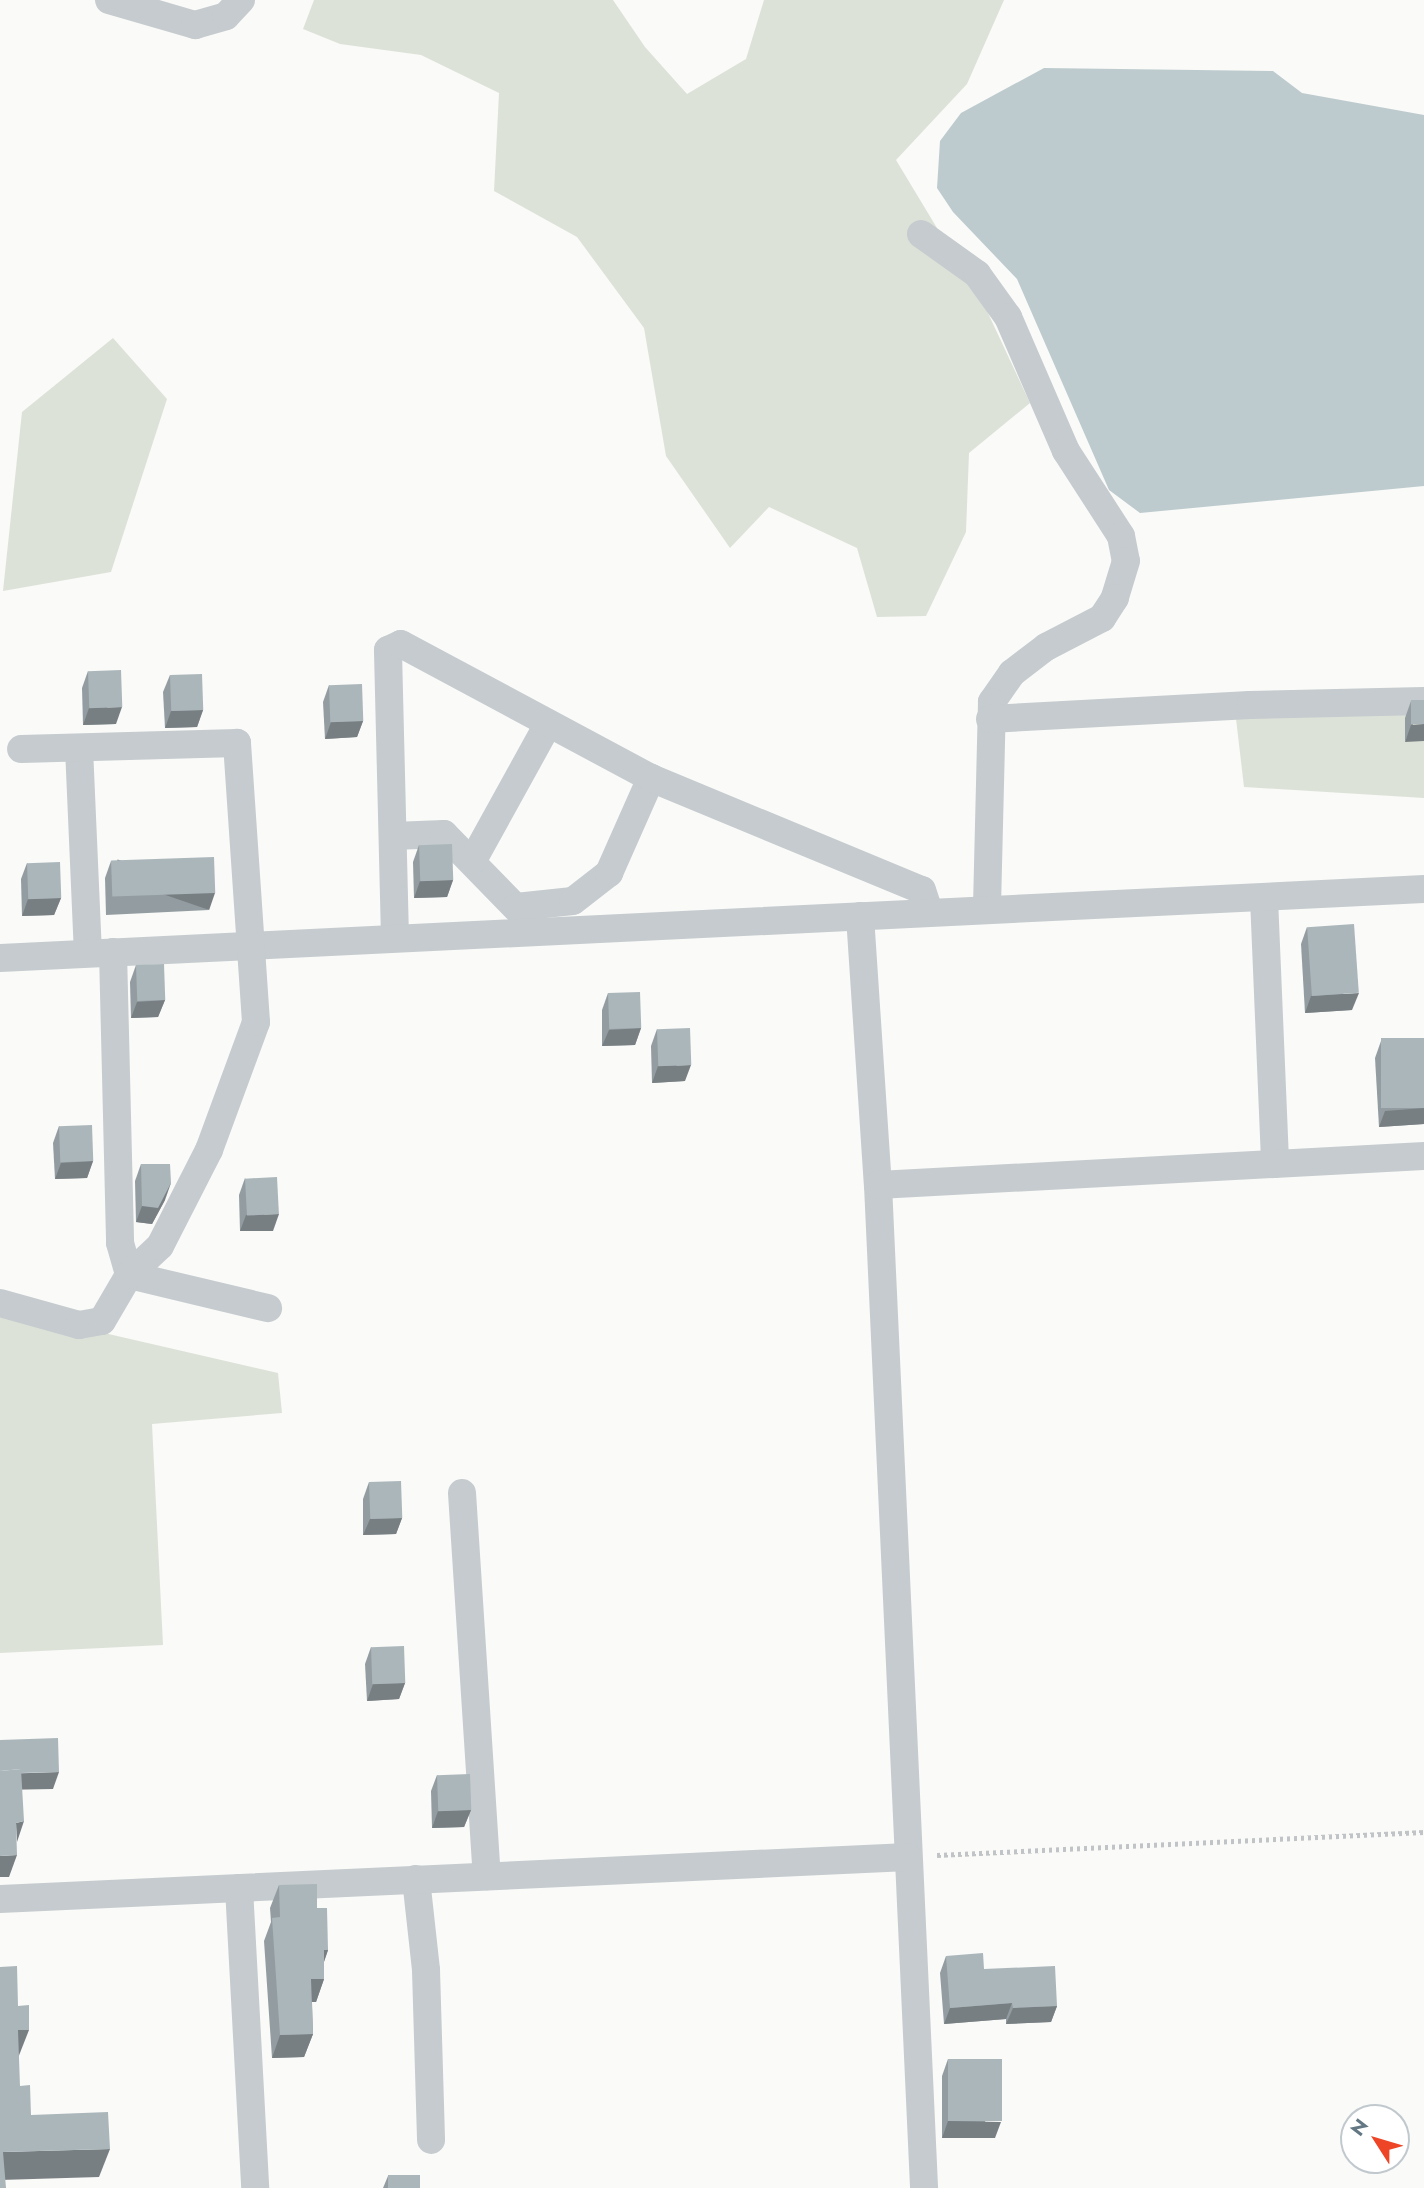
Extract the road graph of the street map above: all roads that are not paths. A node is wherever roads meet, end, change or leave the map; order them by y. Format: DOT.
graph roads {
  1 [pos="108,0"];
  2 [pos="241,0"];
  3 [pos="921,234"];
  4 [pos="1424,701"];
  5 [pos="990,719"];
  6 [pos="547,726"];
  7 [pos="79,748"];
  8 [pos="21,749"];
  9 [pos="651,778"];
  10 [pos="393,836"];
  11 [pos="473,860"];
  12 [pos="1424,889"];
  13 [pos="1264,898"];
  14 [pos="516,907"];
  15 [pos="987,910"];
  16 [pos="929,912"];
  17 [pos="860,916"];
  18 [pos="539,931"];
  19 [pos="395,938"];
  20 [pos="251,945"];
  21 [pos="100,953"];
  22 [pos="0,958"];
  23 [pos="1424,1156"];
  24 [pos="1275,1164"];
  25 [pos="878,1185"];
  26 [pos="129,1275"];
  27 [pos="0,1303"];
  28 [pos="268,1308"];
  29 [pos="462,1493"];
  30 [pos="908,1857"];
  31 [pos="487,1876"];
  32 [pos="415,1880"];
  33 [pos="239,1888"];
  34 [pos="0,1899"];
  35 [pos="431,2140"];
  36 [pos="255,2188"];
  37 [pos="924,2188"];
  1 -- 2 [label="street"];
  3 -- 5 [label="street"];
  4 -- 5 [label="street"];
  5 -- 15 [label="street"];
  6 -- 9 [label="street"];
  6 -- 10 [label="street"];
  6 -- 11 [label="street"];
  7 -- 8 [label="street"];
  7 -- 20 [label="street"];
  7 -- 21 [label="street"];
  9 -- 14 [label="street"];
  9 -- 16 [label="street"];
  10 -- 11 [label="street"];
  10 -- 19 [label="street"];
  11 -- 14 [label="street"];
  12 -- 13 [label="street"];
  13 -- 15 [label="street"];
  13 -- 24 [label="street"];
  14 -- 18 [label="street"];
  15 -- 16 [label="street"];
  16 -- 17 [label="street"];
  17 -- 18 [label="street"];
  17 -- 25 [label="street"];
  18 -- 19 [label="street"];
  19 -- 20 [label="street"];
  20 -- 21 [label="street"];
  20 -- 26 [label="street"];
  21 -- 22 [label="street"];
  21 -- 26 [label="street"];
  23 -- 24 [label="street"];
  24 -- 25 [label="street"];
  25 -- 30 [label="street"];
  26 -- 27 [label="street"];
  26 -- 28 [label="street"];
  29 -- 31 [label="street"];
  30 -- 31 [label="street"];
  30 -- 37 [label="street"];
  31 -- 32 [label="street"];
  32 -- 33 [label="street"];
  32 -- 35 [label="street"];
  33 -- 34 [label="street"];
  33 -- 36 [label="street"];
}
******************************
### WHAT THE EXERCISE ASKS
The records above should be returned exactly; no image belongs in the copy.

### YOUR SOLUTION
Extract the road graph of the street map above: all roads that are not paths. A node is wherever roads meet, end, change or leave the map; order them by y. Format: DOT.
graph roads {
  1 [pos="108,0"];
  2 [pos="241,0"];
  3 [pos="921,234"];
  4 [pos="1424,701"];
  5 [pos="990,719"];
  6 [pos="547,726"];
  7 [pos="79,748"];
  8 [pos="21,749"];
  9 [pos="651,778"];
  10 [pos="393,836"];
  11 [pos="473,860"];
  12 [pos="1424,889"];
  13 [pos="1264,898"];
  14 [pos="516,907"];
  15 [pos="987,910"];
  16 [pos="929,912"];
  17 [pos="860,916"];
  18 [pos="539,931"];
  19 [pos="395,938"];
  20 [pos="251,945"];
  21 [pos="100,953"];
  22 [pos="0,958"];
  23 [pos="1424,1156"];
  24 [pos="1275,1164"];
  25 [pos="878,1185"];
  26 [pos="129,1275"];
  27 [pos="0,1303"];
  28 [pos="268,1308"];
  29 [pos="462,1493"];
  30 [pos="908,1857"];
  31 [pos="487,1876"];
  32 [pos="415,1880"];
  33 [pos="239,1888"];
  34 [pos="0,1899"];
  35 [pos="431,2140"];
  36 [pos="255,2188"];
  37 [pos="924,2188"];
  1 -- 2 [label="street"];
  3 -- 5 [label="street"];
  4 -- 5 [label="street"];
  5 -- 15 [label="street"];
  6 -- 9 [label="street"];
  6 -- 10 [label="street"];
  6 -- 11 [label="street"];
  7 -- 8 [label="street"];
  7 -- 20 [label="street"];
  7 -- 21 [label="street"];
  9 -- 14 [label="street"];
  9 -- 16 [label="street"];
  10 -- 11 [label="street"];
  10 -- 19 [label="street"];
  11 -- 14 [label="street"];
  12 -- 13 [label="street"];
  13 -- 15 [label="street"];
  13 -- 24 [label="street"];
  14 -- 18 [label="street"];
  15 -- 16 [label="street"];
  16 -- 17 [label="street"];
  17 -- 18 [label="street"];
  17 -- 25 [label="street"];
  18 -- 19 [label="street"];
  19 -- 20 [label="street"];
  20 -- 21 [label="street"];
  20 -- 26 [label="street"];
  21 -- 22 [label="street"];
  21 -- 26 [label="street"];
  23 -- 24 [label="street"];
  24 -- 25 [label="street"];
  25 -- 30 [label="street"];
  26 -- 27 [label="street"];
  26 -- 28 [label="street"];
  29 -- 31 [label="street"];
  30 -- 31 [label="street"];
  30 -- 37 [label="street"];
  31 -- 32 [label="street"];
  32 -- 33 [label="street"];
  32 -- 35 [label="street"];
  33 -- 34 [label="street"];
  33 -- 36 [label="street"];
}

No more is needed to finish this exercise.